Achats marketing : vers une "flexibilité encadrée"
La dernière matinale des achats organisée par le CNA était consacrée aux achats marketing et digitaux. Une catégorie difficile à appréhender mais à forts enjeux organisationnels pour la fonction.
Je m'abonneLes achats marketing et communication ont toujours été une catégorie au fonctionnement spécifique que les achats ont du mal à mettre sous contrôle tant les directions métier sont concernées et décisionnaires en la matière. Or, avec le digital qui vient tout bousculer, multipliant le nombre d'acteurs, remodelant la répartition stratégique des actifs, modifiant les cycles classiques des campagnes et les parcours client, les entreprises ont plus que jamais besoin d'une fonction achats avertie et performante sur ce type d'achats. Pour les acheteurs cela implique de travailler différemment tant avec les métiers du marketing et de la communication qu'avec les fournisseurs.

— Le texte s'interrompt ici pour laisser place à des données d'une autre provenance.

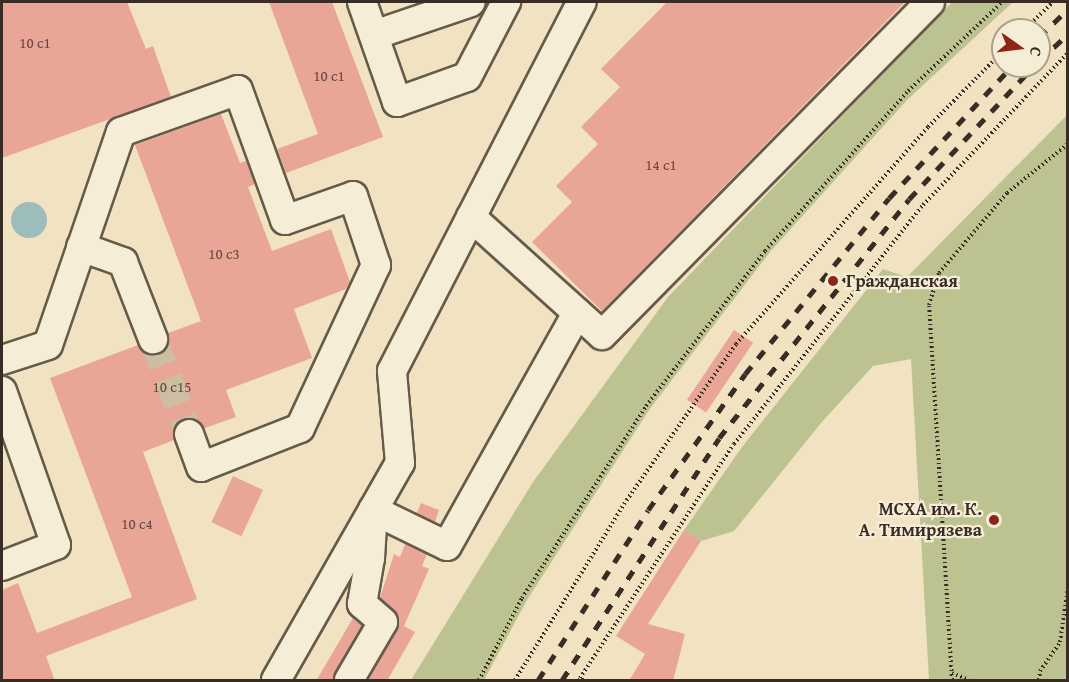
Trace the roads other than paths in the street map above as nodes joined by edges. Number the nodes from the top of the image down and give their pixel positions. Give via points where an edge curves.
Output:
1 (362, 2) edge
2 (471, 2) edge
3 (506, 2) edge
4 (582, 2) edge
5 (930, 2) edge
6 (374, 35) junction
7 (471, 217) junction
8 (81, 248) junction
9 (577, 313) junction
10 (153, 339) tunnel mouth
11 (2, 360) edge
12 (2, 391) edge
13 (189, 434) tunnel mouth
14 (373, 510) junction
15 (2, 566) edge
16 (276, 681) edge
17 (349, 681) edge

1 - 6 lane
2 - 6 lane
3 - 6 lane via 467,77 397,102
4 - 7 lane
5 - 9 lane via 602,335
7 - 9 lane
7 - 14 lane via 392,371 400,463
8 - 10 lane via 123,262
8 - 11 lane via 48,345
8 - 13 lane via 121,132 238,90 285,220 353,196 376,265 300,428 201,467
9 - 14 lane via 447,546
12 - 15 lane via 56,545
14 - 16 lane
14 - 17 lane via 362,604 383,622

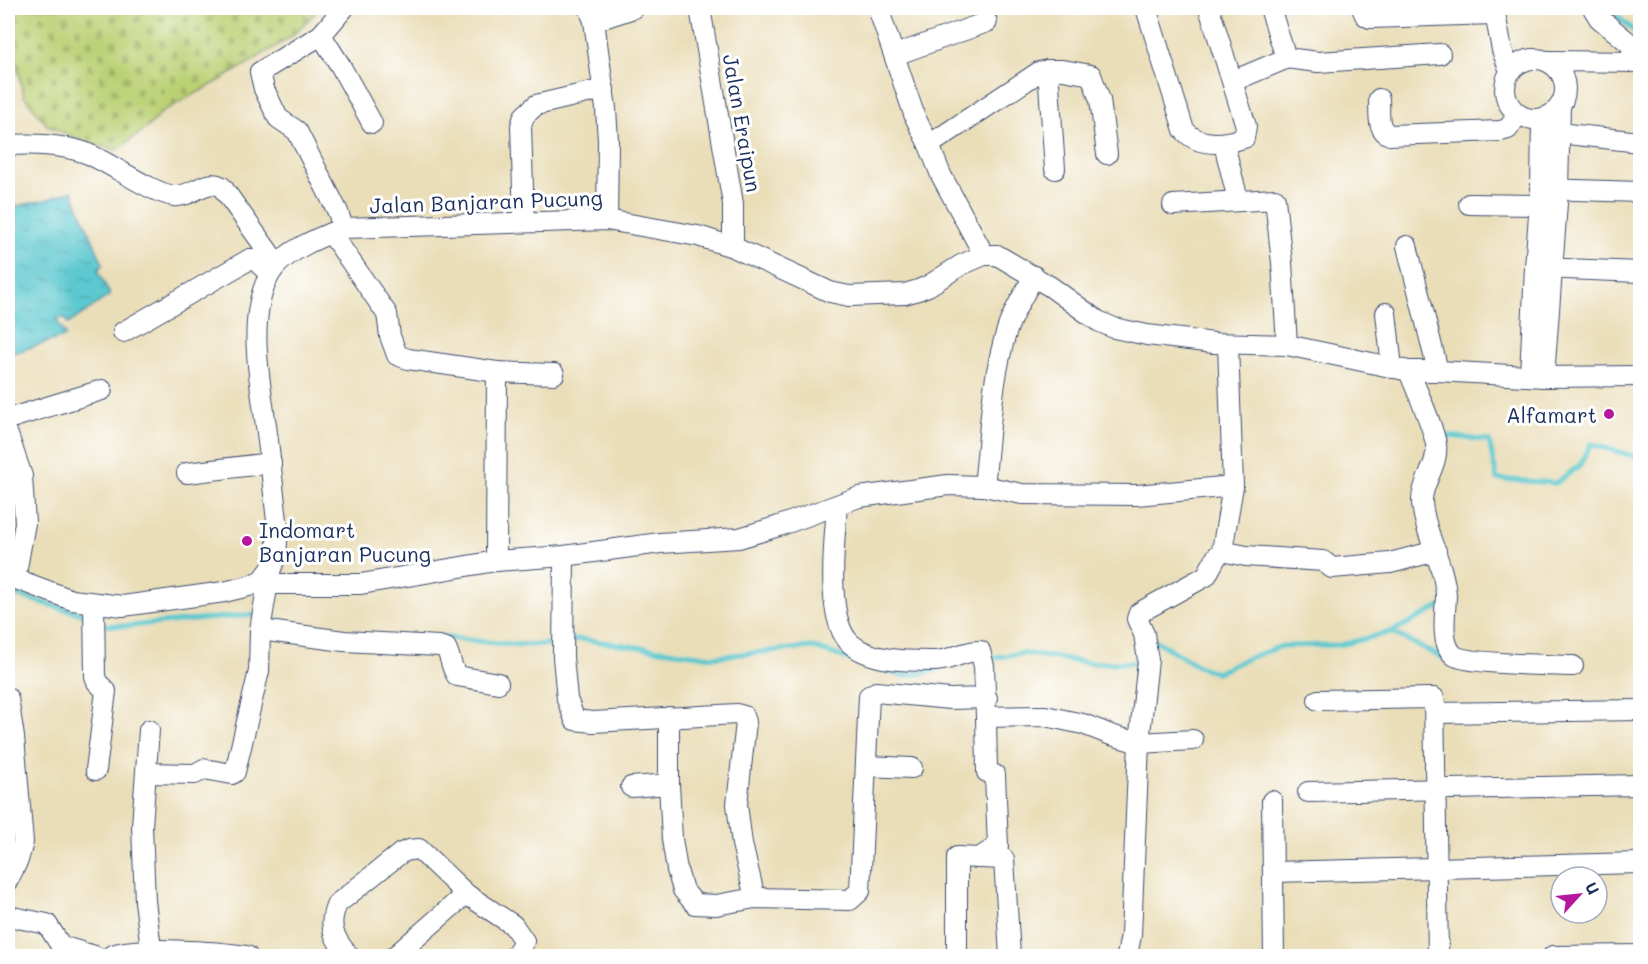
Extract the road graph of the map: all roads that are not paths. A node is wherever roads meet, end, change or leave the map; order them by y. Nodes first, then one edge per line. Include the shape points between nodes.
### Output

En termes d'organisation et de processus on constate que 90% des entreprises du CAC40 a embauché un CDO (Chief digital officer) mais avec la montée en puissance du digital dans les stratégies marketing et communication (en matière de gestion de contenus, de stratégie d'acquisition ou de déploiement de campagne notamment) les silos traditionnels ne permettent plus un pilotage efficace du parcours client. Il est devenu difficile de définir les compétences clés à internaliser. De plus, l'environnement fournisseur s'est largement étoffé.

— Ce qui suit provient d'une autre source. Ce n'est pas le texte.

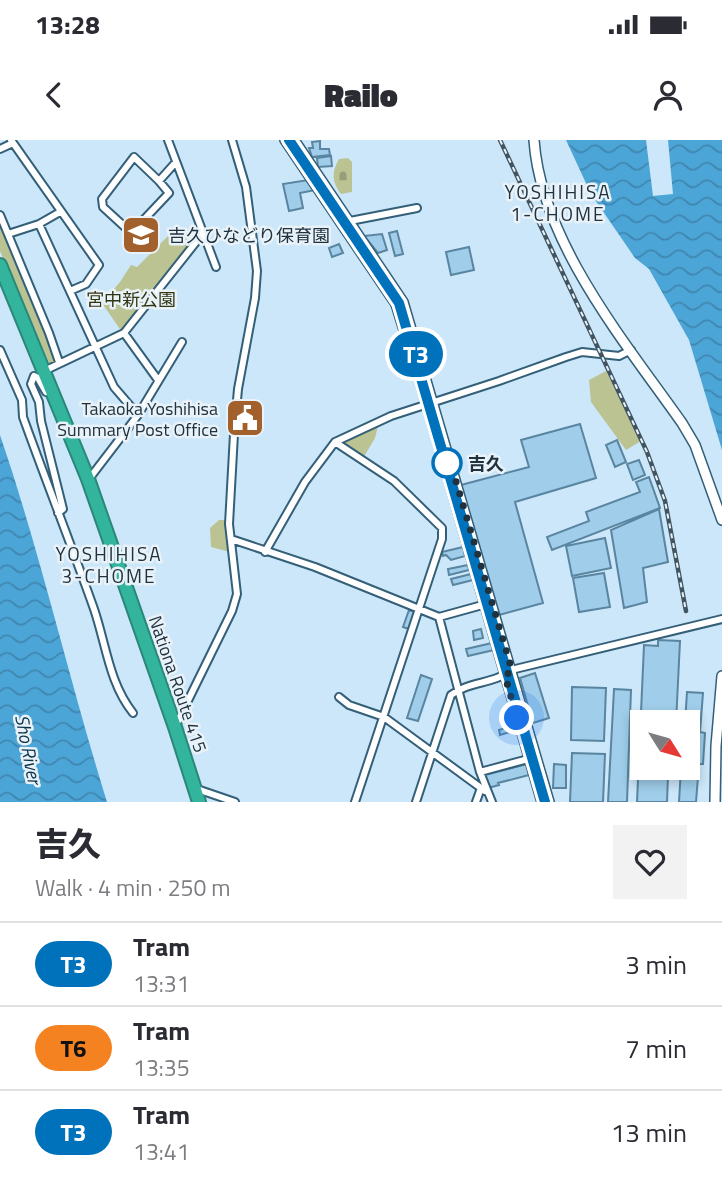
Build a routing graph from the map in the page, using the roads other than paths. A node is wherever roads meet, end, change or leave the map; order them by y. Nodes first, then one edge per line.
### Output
1 (169, 140) edge
2 (232, 140) edge
3 (285, 140) edge
4 (294, 140) edge
5 (534, 140) edge
6 (12, 142) edge
7 (0, 149) edge
8 (177, 162) junction
9 (159, 181) junction
10 (417, 208) dead end
11 (60, 212) junction
12 (0, 215) edge
13 (350, 221) junction
14 (39, 225) junction
15 (204, 232) junction
16 (8, 234) junction
17 (0, 265) edge
18 (216, 267) dead end
19 (70, 291) junction
20 (124, 333) junction
21 (182, 342) dead end
22 (96, 346) junction
23 (0, 350) edge
24 (631, 350) junction
25 (59, 362) junction
26 (44, 371) junction
27 (158, 380) junction
28 (56, 399) junction
29 (430, 403) junction
30 (138, 415) junction
31 (335, 442) junction
32 (88, 479) junction
33 (58, 513) junction
34 (722, 520) edge
35 (231, 539) junction
36 (265, 552) junction
37 (488, 603) junction
38 (419, 608) junction
39 (439, 617) junction
40 (722, 619) edge
41 (508, 673) junction
42 (722, 676) edge
43 (458, 689) junction
44 (339, 697) dead end
45 (133, 713) dead end
46 (384, 718) junction
47 (175, 727) junction
48 (432, 751) junction
49 (533, 758) junction
50 (480, 772) junction
51 (195, 789) junction
52 (484, 790) junction
53 (199, 802) edge
54 (235, 802) edge
55 (355, 802) edge
56 (416, 802) edge
57 (476, 802) edge
58 (492, 802) edge
59 (542, 802) edge
60 (549, 802) edge
61 (715, 802) edge

1 - 8 street
2 - 35 street
3 - 29 main road
4 - 13 main road
5 - 24 main road
6 - 7 street
6 - 11 street
8 - 9 street
8 - 15 street
9 - 9 street
10 - 13 street
11 - 14 street
11 - 19 street
12 - 16 street
13 - 29 main road
14 - 16 street
14 - 19 street
15 - 18 street
15 - 20 street
16 - 25 street
17 - 26 highway, Nationa Route 415
19 - 22 street
20 - 22 street
20 - 27 street
21 - 27 street
22 - 25 street
22 - 30 street
23 - 33 street
24 - 29 street
24 - 34 main road
25 - 26 street
26 - 28 highway, Nationa Route 415
27 - 30 street
28 - 32 highway, Nationa Route 415
28 - 33 street
29 - 31 street
29 - 37 main road
30 - 32 street
31 - 36 street
31 - 38 street
32 - 47 highway, Nationa Route 415
33 - 45 street
35 - 36 street
35 - 47 street
36 - 38 street
37 - 39 street
37 - 41 main road
38 - 39 street
38 - 46 street
39 - 43 street
40 - 41 street
41 - 43 street
41 - 49 main road
42 - 61 main road
43 - 48 street
43 - 50 street
44 - 46 street
46 - 48 street
46 - 55 street
47 - 51 highway, Nationa Route 415
48 - 52 street
48 - 56 street
49 - 50 street
49 - 59 main road
49 - 60 main road
50 - 52 street
51 - 53 highway, Nationa Route 415
51 - 54 street
52 - 57 street
52 - 58 street

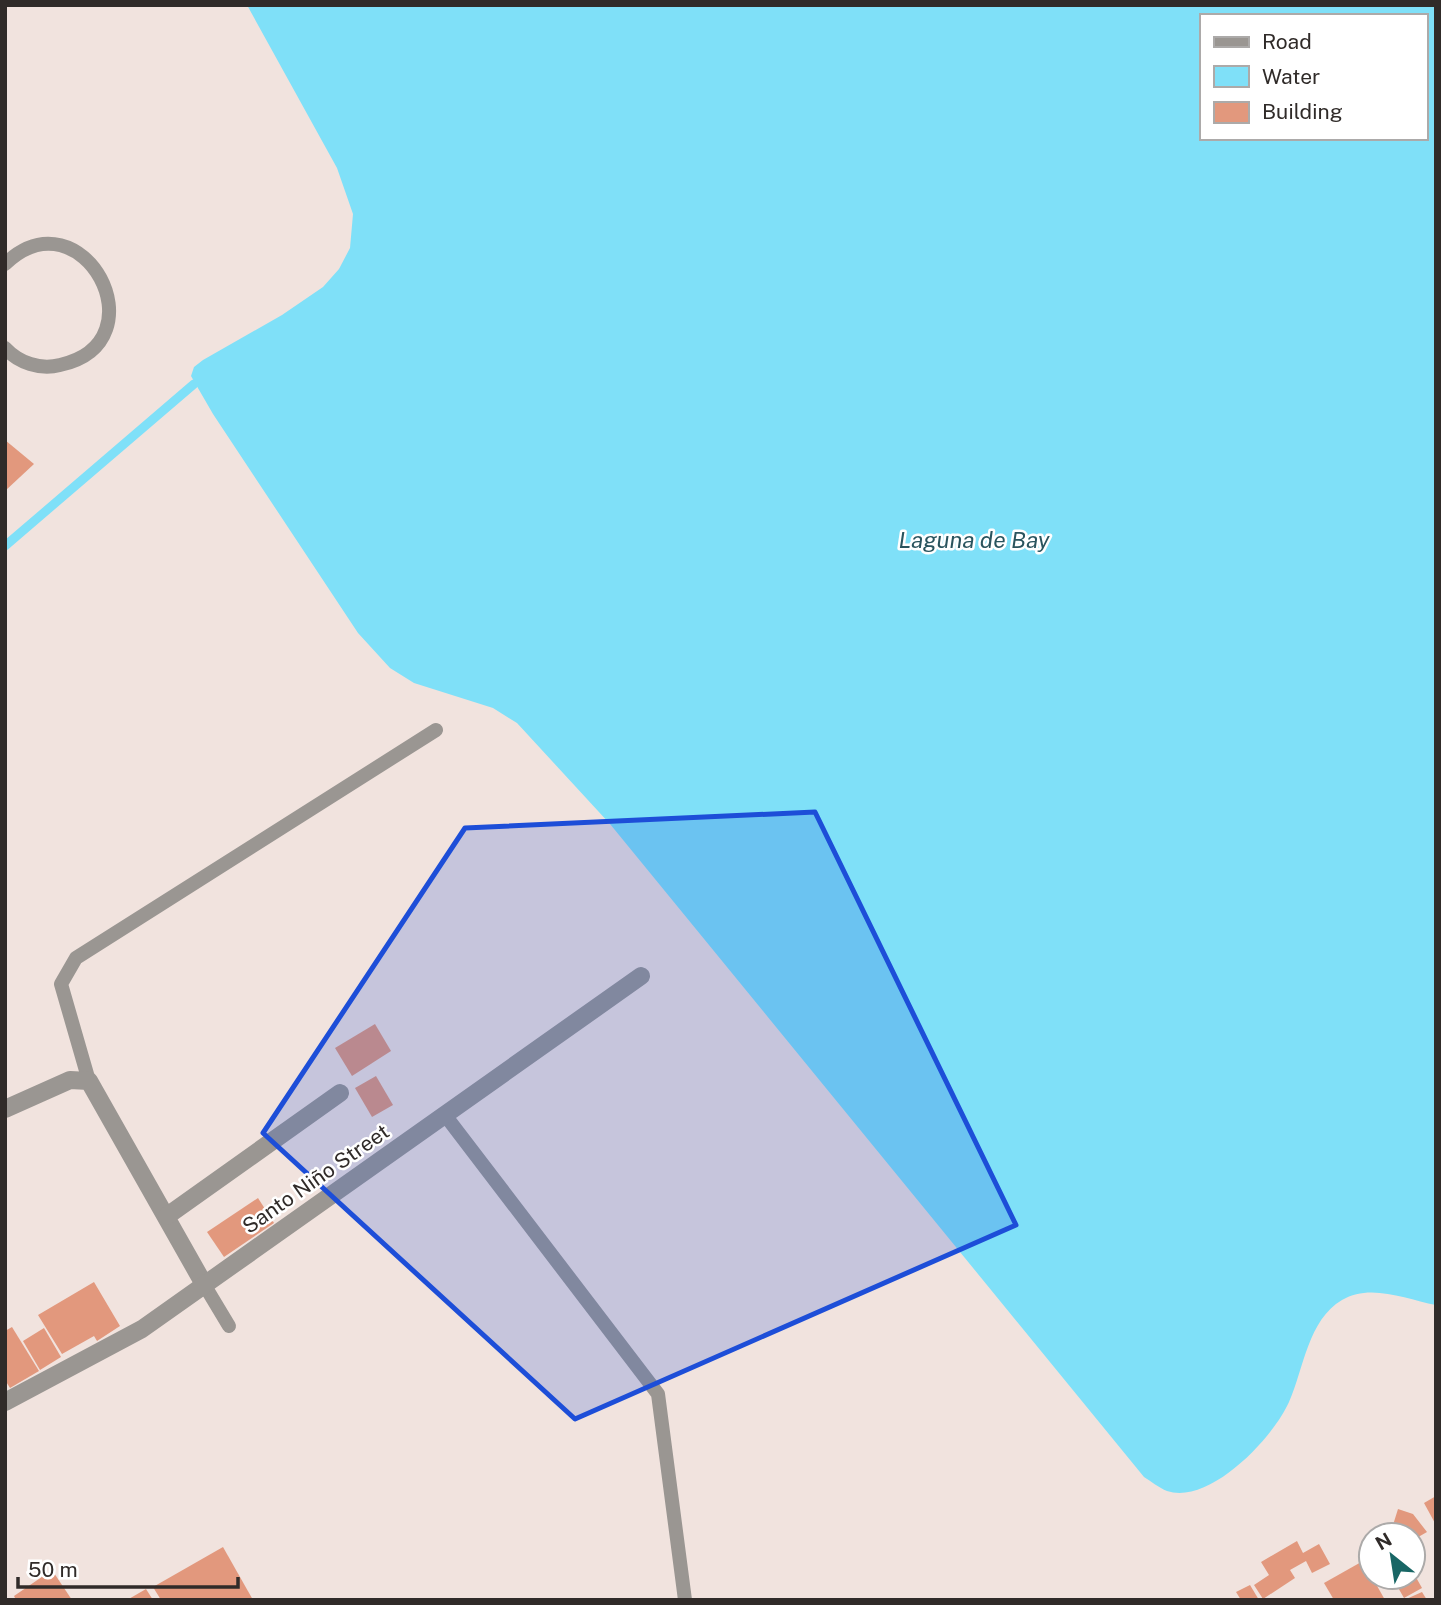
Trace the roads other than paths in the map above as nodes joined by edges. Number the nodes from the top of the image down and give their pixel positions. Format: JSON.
{"nodes":[{"id":1,"x":5,"y":264,"type":"edge"},
{"id":2,"x":5,"y":348,"type":"edge"},
{"id":3,"x":436,"y":730,"type":"dead end"},
{"id":4,"x":641,"y":976,"type":"dead end"},
{"id":5,"x":89,"y":1081,"type":"junction"},
{"id":6,"x":340,"y":1093,"type":"dead end"},
{"id":7,"x":5,"y":1109,"type":"edge"},
{"id":8,"x":445,"y":1115,"type":"junction"},
{"id":9,"x":167,"y":1216,"type":"junction"},
{"id":10,"x":205,"y":1286,"type":"junction"},
{"id":11,"x":229,"y":1326,"type":"dead end"},
{"id":12,"x":5,"y":1402,"type":"edge"},
{"id":13,"x":685,"y":1600,"type":"edge"}],
"edges":[{"from":1,"to":2,"type":"lane"},
{"from":3,"to":5,"type":"lane"},
{"from":4,"to":8,"type":"street","name":"Santo Niño Street"},
{"from":5,"to":7,"type":"street"},
{"from":5,"to":9,"type":"street"},
{"from":6,"to":9,"type":"street"},
{"from":8,"to":10,"type":"street","name":"Santo Niño Street"},
{"from":8,"to":13,"type":"lane"},
{"from":9,"to":10,"type":"street"},
{"from":10,"to":11,"type":"lane"},
{"from":10,"to":12,"type":"street","name":"Santo Niño Street"}]}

On a ainsi vu se multiplier des acteurs de plus en plus spécialisés dans le digital générant un problème de maîtrise des différentes expertises. "Le digital est une manne financière importante mais peut aussi être générateur de dysfonctionnements et de dérives tarifaires", prévient Bruno Rougier, directeur associé du cabinet Lynx spécialisé dans la performance marketing et communication. Gare à l'empilement des marges qui coûte cher et aux coûts cachés. "Au niveau des frais techniques par exemple, le prix facial peut être peu élevé mais certaines agences médias vont regrouper un certains nombre d'expertises digitales externalisées qu'elles revendent ensuite aux annonceurs avec un taux de marge exorbitant", souligne Bruno Rougier.
Les écueils sont nombreux
Bien identifier les coûts cachés est également essentiel. La chaîne de valeur s'est complexifiée et de nouveaux KPI sont à prendre en compte. L'ergonomie d'un site, le temps de chargement d'une page d'accueil ou les spécificités de codage des sites sont autant de facteurs impactants pour les services marketing et communication. "Ces coûts indirects sont extrêmement importants car ils créent la rémanence de nos opérations marketing", indique Stéphanie Cabale, VP digital marketing & customer engagement chez Orange. Un mauvais codage du site jouera sur le référencement Google (SEO), génèrera une perte de visibilité et contraindra à l'achat de SEA (référencement payant) plus important. Vis-à-vis de la technologie, les achats sont également très challengés. Il leur faut faire un choix d'outil engageant (en général à 5 ans) dans un univers qui évolue très vite. Les acheteurs doivent composer avec un problème de réversibilité et de contractualisation. Il est difficile d'avoir une logique industrielle avec des fournisseurs foisonnants. Dans le digital certains acteurs ne font pas long feu or déplugger une solution coûte très cher.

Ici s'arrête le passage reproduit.